# Backwater state park area



## Breeze (Mar 23, 2012)

Anyone ever fish the river in that area? Is it worth the time to take a rod out there? If so, what do you catch and do you use bait or artificial? Thanks in advance.

Sent from my LG-V410 using Tapatalk


----------



## Fishingtheflats12 (Jun 30, 2018)

Depends on where your at along backwater. Is it in the Milton area?


----------



## Breeze (Mar 23, 2012)

Fishingtheflats12 said:


> Depends on where your at along backwater. Is it in the Milton area?

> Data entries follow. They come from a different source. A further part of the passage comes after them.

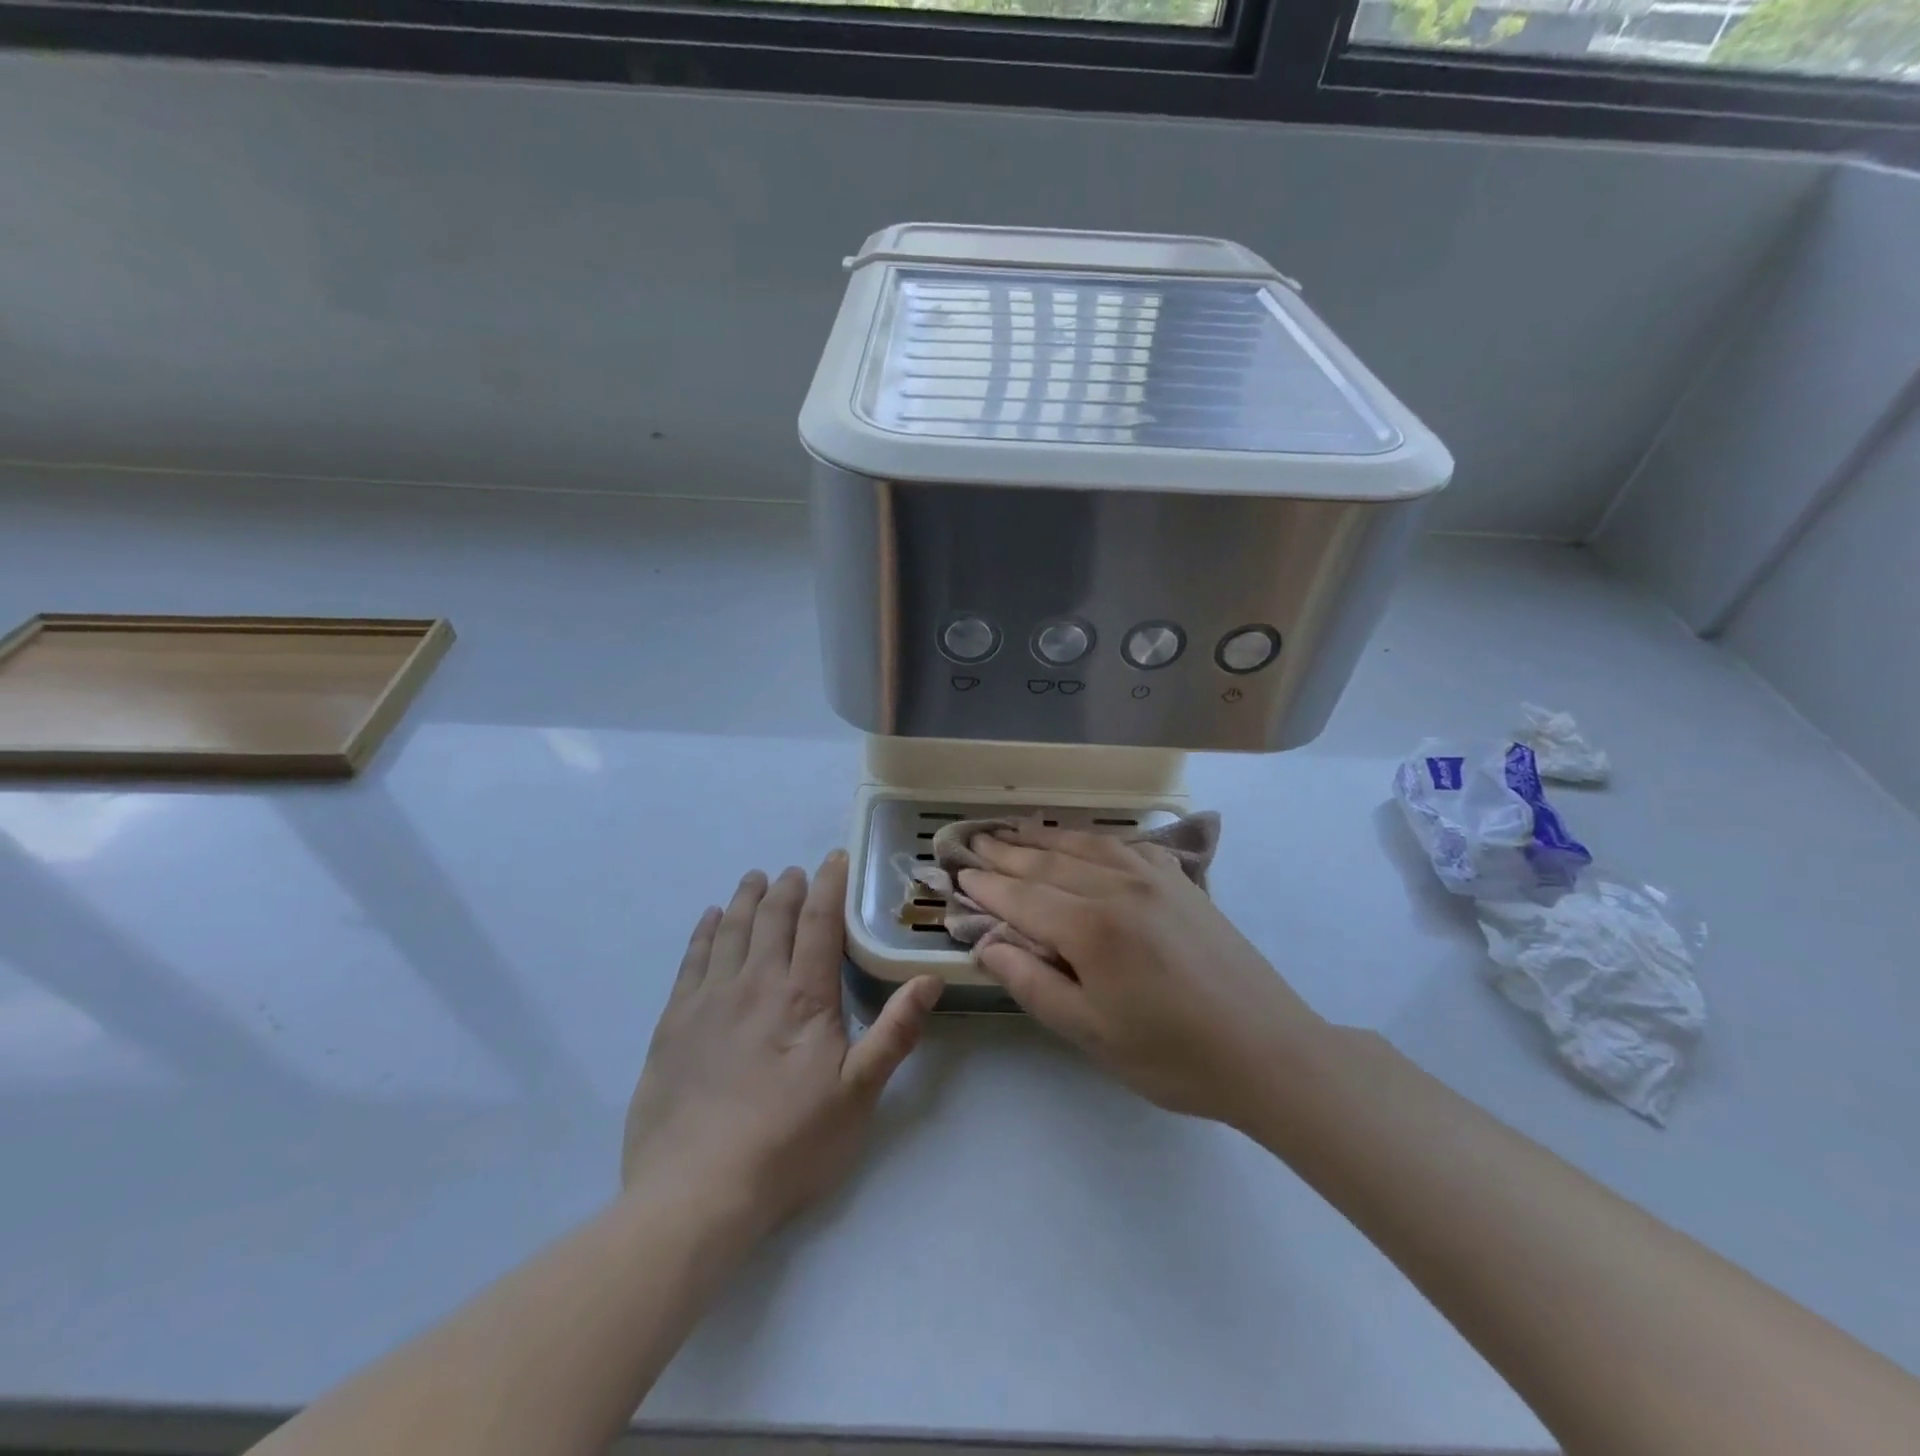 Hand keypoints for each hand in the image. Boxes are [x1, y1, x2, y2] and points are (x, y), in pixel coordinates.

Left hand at [621, 851, 941, 1232]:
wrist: (696, 1193)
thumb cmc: (789, 1144)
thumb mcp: (858, 1094)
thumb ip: (895, 1032)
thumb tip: (930, 978)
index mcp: (803, 996)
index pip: (819, 921)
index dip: (829, 884)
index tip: (835, 859)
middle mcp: (755, 983)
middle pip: (772, 917)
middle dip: (787, 887)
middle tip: (796, 871)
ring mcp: (709, 1000)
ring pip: (731, 930)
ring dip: (746, 898)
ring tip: (755, 878)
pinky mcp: (675, 1023)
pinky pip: (692, 959)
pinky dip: (704, 931)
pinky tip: (710, 919)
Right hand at [958, 823, 1323, 1126]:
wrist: (1268, 1051)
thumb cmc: (1172, 1055)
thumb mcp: (1090, 1033)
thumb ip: (1032, 984)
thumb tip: (988, 945)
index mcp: (1091, 928)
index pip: (1022, 896)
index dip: (987, 885)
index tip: (958, 873)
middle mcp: (1118, 887)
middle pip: (1048, 861)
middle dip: (1006, 851)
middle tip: (974, 840)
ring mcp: (1154, 877)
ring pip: (1085, 844)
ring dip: (1044, 837)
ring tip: (1014, 830)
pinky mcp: (1182, 881)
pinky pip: (1125, 846)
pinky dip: (1093, 839)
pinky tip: (1085, 842)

Up around the munson area where its more narrow and shallow. I see boats running parts of it but dont know if they are catching anything

Sent from my Z965 using Tapatalk


----------



## yukondog (Feb 12, 2013)

When I had a boat I use to fish Blk. water a lot, good shellcracker and catfishing.


----------



## Yellow River Cat (May 3, 2008)

I fished that part 20+ years ago when the boy was growing up. Caught mostly bream and a few bass. Catfish were caught on set lines. The canoes and kayaks are all over the river, so watch out for them. 
D0 NOT go below the bridge thinking you can get to Blackwater Bay the river spreads out into the swamp before getting there. 


Sent from my iPhone using Tapatalk


----------